▸ **Activity**:
Filter the entries below, keeping only lines with the word "Setembro".
(Beginning of Data in this exercise)
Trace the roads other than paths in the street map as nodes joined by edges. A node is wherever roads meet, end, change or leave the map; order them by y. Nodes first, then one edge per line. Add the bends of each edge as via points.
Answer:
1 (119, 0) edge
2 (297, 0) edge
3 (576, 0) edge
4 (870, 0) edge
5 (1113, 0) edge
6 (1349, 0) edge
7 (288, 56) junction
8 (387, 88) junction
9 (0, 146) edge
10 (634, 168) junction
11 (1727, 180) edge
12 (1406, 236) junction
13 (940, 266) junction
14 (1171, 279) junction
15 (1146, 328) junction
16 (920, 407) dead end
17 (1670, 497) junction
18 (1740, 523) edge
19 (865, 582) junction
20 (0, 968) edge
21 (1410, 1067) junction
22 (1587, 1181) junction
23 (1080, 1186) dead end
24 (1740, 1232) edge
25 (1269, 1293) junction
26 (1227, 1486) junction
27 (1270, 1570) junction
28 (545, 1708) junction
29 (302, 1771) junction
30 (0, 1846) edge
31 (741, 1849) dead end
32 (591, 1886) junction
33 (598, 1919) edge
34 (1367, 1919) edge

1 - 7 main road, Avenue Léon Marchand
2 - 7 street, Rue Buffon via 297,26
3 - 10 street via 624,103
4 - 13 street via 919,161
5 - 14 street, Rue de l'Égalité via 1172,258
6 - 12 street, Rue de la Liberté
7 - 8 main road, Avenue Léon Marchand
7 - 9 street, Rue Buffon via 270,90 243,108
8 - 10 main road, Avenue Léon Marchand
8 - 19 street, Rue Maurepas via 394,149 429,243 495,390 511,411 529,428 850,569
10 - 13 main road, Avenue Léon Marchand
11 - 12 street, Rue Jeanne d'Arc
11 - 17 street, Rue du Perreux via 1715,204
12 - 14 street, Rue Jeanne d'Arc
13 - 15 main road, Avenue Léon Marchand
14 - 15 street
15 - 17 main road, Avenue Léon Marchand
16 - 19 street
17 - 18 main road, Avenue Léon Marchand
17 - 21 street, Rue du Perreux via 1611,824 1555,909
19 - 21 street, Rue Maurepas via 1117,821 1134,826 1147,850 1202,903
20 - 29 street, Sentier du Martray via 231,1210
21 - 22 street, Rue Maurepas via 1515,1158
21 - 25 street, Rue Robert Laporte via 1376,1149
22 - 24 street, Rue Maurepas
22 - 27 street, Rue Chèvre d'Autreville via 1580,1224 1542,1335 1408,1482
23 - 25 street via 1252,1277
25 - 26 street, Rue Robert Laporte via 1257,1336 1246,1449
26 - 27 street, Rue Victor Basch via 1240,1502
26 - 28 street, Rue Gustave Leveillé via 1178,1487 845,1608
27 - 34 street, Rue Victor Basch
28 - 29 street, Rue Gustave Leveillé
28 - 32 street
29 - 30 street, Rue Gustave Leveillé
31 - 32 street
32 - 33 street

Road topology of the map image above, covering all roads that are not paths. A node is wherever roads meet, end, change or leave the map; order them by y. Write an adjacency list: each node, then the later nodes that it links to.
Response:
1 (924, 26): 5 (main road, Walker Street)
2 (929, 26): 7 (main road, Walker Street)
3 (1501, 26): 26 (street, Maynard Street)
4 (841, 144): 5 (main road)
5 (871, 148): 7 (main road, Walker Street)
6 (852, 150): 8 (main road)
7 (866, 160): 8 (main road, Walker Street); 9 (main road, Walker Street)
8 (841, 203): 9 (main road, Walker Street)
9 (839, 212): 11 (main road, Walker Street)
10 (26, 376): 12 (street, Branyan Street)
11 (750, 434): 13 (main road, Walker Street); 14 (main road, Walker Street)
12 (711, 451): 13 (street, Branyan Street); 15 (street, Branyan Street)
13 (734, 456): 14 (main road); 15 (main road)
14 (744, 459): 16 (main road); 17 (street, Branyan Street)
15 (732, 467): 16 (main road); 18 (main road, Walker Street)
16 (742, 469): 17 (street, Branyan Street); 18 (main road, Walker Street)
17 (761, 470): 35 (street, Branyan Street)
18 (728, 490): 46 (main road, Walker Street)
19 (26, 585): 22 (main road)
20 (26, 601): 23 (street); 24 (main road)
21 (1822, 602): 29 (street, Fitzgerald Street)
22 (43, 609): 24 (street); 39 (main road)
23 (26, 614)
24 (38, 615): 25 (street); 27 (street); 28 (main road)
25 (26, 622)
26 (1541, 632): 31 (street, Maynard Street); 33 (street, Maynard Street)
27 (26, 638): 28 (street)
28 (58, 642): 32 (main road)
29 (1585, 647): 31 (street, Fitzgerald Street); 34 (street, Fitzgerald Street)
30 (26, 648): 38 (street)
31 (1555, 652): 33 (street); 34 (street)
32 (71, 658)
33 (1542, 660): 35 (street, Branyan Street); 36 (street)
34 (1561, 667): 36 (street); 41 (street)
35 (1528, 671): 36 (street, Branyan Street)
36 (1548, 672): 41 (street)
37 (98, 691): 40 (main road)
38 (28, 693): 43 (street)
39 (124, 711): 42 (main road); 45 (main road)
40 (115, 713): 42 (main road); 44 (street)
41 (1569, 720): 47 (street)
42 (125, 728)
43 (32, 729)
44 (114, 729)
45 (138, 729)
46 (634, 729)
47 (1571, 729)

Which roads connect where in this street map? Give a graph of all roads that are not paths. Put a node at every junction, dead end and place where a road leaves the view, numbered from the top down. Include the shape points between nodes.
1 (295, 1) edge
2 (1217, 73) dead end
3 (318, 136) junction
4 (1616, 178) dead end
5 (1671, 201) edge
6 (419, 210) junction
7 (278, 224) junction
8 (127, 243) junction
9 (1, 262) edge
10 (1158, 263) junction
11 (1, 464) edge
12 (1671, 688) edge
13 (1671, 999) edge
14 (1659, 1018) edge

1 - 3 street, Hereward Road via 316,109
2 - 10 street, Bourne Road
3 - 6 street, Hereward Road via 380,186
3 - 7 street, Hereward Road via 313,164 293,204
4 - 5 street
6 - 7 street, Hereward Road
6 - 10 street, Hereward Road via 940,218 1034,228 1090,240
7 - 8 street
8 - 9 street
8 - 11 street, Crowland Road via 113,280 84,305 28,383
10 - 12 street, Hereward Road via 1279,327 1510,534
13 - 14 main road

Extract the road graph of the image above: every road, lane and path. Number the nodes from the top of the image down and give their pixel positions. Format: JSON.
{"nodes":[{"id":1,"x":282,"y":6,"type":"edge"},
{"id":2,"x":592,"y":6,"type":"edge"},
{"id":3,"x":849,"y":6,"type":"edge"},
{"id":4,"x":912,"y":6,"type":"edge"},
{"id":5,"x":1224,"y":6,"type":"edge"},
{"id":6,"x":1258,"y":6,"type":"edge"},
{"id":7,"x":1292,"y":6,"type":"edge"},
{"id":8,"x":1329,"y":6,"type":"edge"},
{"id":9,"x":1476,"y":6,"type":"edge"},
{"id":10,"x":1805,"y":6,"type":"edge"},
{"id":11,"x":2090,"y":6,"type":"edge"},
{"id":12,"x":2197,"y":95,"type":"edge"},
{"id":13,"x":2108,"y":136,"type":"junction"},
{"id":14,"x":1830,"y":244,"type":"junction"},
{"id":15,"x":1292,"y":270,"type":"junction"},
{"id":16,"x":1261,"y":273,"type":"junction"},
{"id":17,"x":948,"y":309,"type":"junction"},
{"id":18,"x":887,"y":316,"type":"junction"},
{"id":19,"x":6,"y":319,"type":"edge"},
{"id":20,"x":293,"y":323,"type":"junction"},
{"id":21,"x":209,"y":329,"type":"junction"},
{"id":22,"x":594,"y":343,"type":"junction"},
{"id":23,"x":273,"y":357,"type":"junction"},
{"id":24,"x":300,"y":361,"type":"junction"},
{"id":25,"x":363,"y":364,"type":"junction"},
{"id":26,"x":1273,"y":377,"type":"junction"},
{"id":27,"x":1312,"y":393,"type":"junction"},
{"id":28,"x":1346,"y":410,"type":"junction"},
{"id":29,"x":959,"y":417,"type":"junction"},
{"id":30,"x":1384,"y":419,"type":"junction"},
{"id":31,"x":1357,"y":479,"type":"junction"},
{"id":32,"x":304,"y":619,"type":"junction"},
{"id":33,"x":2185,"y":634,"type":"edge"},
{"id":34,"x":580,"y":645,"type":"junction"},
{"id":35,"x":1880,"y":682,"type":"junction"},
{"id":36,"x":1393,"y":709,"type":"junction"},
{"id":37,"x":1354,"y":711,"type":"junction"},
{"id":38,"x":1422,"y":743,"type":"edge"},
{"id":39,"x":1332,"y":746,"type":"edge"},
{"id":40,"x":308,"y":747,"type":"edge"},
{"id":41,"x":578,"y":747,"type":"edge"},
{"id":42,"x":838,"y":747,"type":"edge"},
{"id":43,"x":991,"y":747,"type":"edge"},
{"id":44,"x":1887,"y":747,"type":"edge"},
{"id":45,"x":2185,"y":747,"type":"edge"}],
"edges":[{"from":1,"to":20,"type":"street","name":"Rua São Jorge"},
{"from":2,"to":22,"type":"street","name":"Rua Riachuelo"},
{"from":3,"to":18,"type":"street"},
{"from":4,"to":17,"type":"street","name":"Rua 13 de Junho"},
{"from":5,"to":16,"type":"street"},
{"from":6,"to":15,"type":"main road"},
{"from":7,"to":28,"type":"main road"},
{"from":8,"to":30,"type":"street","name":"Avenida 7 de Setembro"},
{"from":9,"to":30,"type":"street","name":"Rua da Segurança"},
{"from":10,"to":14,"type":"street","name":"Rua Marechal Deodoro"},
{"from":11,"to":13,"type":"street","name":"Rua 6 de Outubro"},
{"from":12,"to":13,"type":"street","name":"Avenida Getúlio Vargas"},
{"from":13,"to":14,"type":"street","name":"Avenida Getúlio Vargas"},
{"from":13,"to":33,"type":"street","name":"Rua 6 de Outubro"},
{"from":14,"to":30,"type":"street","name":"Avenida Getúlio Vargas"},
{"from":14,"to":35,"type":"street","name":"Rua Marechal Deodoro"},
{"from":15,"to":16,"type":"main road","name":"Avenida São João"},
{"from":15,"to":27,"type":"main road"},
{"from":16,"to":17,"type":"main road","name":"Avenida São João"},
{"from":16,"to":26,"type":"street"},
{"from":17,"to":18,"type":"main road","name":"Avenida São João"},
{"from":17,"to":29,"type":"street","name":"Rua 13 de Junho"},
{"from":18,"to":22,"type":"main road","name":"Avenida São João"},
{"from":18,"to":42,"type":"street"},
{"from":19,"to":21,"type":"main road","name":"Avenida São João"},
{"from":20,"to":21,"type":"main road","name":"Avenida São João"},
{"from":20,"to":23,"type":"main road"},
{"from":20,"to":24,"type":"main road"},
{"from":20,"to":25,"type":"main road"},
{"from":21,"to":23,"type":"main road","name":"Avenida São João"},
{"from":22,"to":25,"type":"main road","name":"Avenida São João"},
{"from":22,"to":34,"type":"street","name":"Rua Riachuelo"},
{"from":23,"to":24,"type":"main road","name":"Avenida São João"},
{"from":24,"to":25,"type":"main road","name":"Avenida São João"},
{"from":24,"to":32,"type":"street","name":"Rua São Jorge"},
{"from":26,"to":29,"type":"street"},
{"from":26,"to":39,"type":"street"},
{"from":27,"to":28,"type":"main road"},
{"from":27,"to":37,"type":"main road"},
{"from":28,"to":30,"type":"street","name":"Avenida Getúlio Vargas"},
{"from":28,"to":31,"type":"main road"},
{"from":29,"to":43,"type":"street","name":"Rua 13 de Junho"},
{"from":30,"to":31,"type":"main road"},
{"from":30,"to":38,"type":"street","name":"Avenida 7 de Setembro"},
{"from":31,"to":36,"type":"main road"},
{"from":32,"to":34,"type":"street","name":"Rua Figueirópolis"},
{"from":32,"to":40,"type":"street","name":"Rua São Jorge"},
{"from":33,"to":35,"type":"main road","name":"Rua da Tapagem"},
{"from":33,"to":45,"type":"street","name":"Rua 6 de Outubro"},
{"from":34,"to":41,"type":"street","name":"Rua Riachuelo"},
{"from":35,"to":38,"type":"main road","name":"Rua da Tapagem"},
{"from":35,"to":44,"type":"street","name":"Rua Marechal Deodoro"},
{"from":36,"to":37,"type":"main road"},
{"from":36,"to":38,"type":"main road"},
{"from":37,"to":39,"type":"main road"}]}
(End of Data in this exercise)
▸ **Solution to the problem**:
{"from":8,"to":30,"type":"street","name":"Avenida 7 de Setembro"},
{"from":30,"to":38,"type":"street","name":"Avenida 7 de Setembro"},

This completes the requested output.